SONNET is a selforganizing neural network based on adaptive resonance theory [2] that encodes classifications using unsupervised learning. The SONNET architecture is shown in Figure 5 where a field of input neurons is connected to a field of classification neurons via weighted connections. An input pattern is a pattern of relative neural activity in the input field at any given moment, and a set of input patterns is presented to SONNET by setting the activity of the input neurons to each pattern in turn for a fixed duration.

Each input neuron is connected to each classification neuron by an excitatory weighted connection, and the weight on each connection is continually adapted via a learning rule (this is similar to Hebbian learning [9, 10] which postulates that memory is stored in the synaptic weights and learning is the process that changes those weights) such that the connection becomes stronger when the two corresponding neurons are simultaneously active. Furthermore, higher activity on the two neurons causes the connection to become stronger more rapidly. The maximum rate at which the weights can change governs the network's learning speed and this is regulated by controlling parameters that are set prior to a SONNET run.

The relative pattern of excitatory weights on connections to a single-classification neuron represents the so-called prototype for that classifier. The excitatory input to a classification neuron is based on two measures. The first measure is based on the size of the excitatory weights so that a large excitatory input can be achieved when strong weights gate high-input activations. The second measure quantifies how well the prototype matches the current input pattern such that a large excitatory input can be achieved for a good match even when the prototype is represented by small excitatory weights. A large excitatory input to a classification neuron allows the neuron to gain a high activation in response to the current input pattern. This activation represents the confidence with which the neuron classifies the input pattern. The learning speed can be set to allow the prototype to form gradually from repeated exposure to input patterns, such that the prototype encodes a generalization for multiple similar input patterns. The classification neuron can then obtain a high activation when any one of these input patterns occurs and thus it classifies these patterns together.

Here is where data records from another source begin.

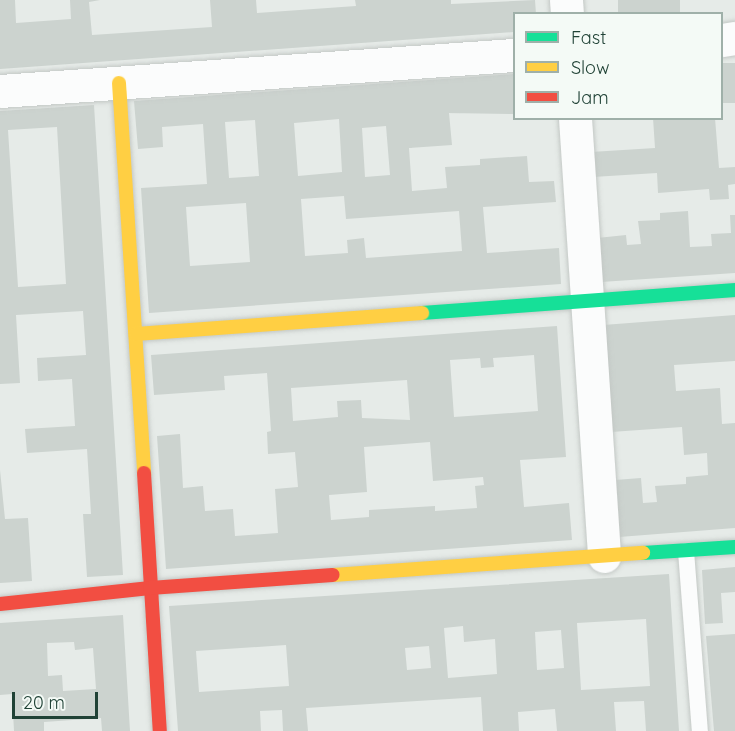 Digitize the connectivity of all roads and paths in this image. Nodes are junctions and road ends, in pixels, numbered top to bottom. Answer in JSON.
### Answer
{"nodes":[{"id":1,"x":513,"y":55,"type":"edge"},
{"id":2,"x":119,"y":83,"type":"junction"},
{"id":3,"x":0,"y":91,"type":"edge"},
{"id":4,"x":574,"y":120,"type":"edge"},
{"id":5,"x":735,"y":290,"type":"edge"},
{"id":6,"x":587,"y":300,"type":"junction"},
{"id":7,"x":136,"y":334,"type":"junction"},
{"id":8,"x":735,"y":547,"type":"edge"},
{"id":9,"x":686,"y":551,"type":"junction"},
{"id":10,"x":604,"y":556,"type":"junction"},
{"id":11,"x":150,"y":588,"type":"junction"},
{"id":12,"x":0,"y":604,"type":"edge"},
{"id":13,"x":160,"y":731,"type":"edge"},
{"id":14,"x":700,"y":731,"type":"edge"}],
"edges":[{"from":1,"to":2,"type":"street"},
{"from":2,"to":3,"type":"street"},
{"from":2,"to":7,"type":"street"},
{"from":4,"to":6,"type":"street"},
{"from":5,"to":6,"type":"street"},
{"from":6,"to":7,"type":"street"},
{"from":6,"to":10,"type":"street"},
{"from":7,"to":11,"type":"street"},
{"from":8,"to":9,"type":"street"},
{"from":9,"to":10,"type":"street"},
{"from":9,"to":14,"type":"lane"},
{"from":10,"to":11,"type":"street"},
{"from":11,"to":12,"type":"street"},
{"from":11,"to":13,"type":"street"}]}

The classifiers compete to encode each input pattern such that the classifier with the best match to the current input tends to adapt itself more than the other classifiers, thus further improving its competitive advantage. Each classifier is connected to all other classifiers by an inhibitory weighted connection that is again adapted via a learning rule such that a connection becomes stronger (i.e., more inhibitory) when the corresponding neurons are simultaneously active. Classifiers that have partially encoded similar patterns thus compete strongly against each other, causing one classifier to eventually suppress its competitors. The classifiers consequently diverge to encode different input patterns so that only one classification neuron achieves a high activation in response to each input pattern. When the input pattern changes, the activation of a previously excited classifier can decrease due to both passive decay and inhibition from competing classifiers that better represent the new input pattern.

SONNET performs real-time learning by continually adapting its weights in the selforganizing manner described above. The learning algorithm is unsupervised and there is no reinforcement of any kind from an external source to judge the emergent classifications against expected classifications. The network is initialized with random small weights and the classifiers compete such that the most common input patterns are encoded first and the less common patterns are encoded more gradually.

The selforganizing behaviour causes SONNET to be susceptible to the so-called stability-plasticity dilemma [2], which states that a network should always remain adaptive to learn new patterns (i.e., have plasticity) without degrading well-formed encodings for previously learned patterns (i.e., have stability). SONNET achieves plasticity due to the aforementioned learning algorithm but it also achieves stability by reducing the learning speed at a single classifier when the size of the classifier's excitatory weights become large. A classifier can only gain large excitatory weights after it has encoded a good representation for one or more input patterns, and a stable classifier is said to be committed with excitatory weights that constitute a long-term memory of the encoding.

For the current application, each input pattern represented features extracted from a mammogram. A set of mammograms was selected with which to train SONNET, and each presentation of the full mammogram set is known as an epoch. SONNET typically learned by adapting itself over many epochs until a stable set of classifiers could classify each mammogram with a significant degree of confidence. The order of mammogram presentation was randomized on each epoch. This reduced the likelihood of an unstable classifier from oscillating between similar yet significantly different potential classes.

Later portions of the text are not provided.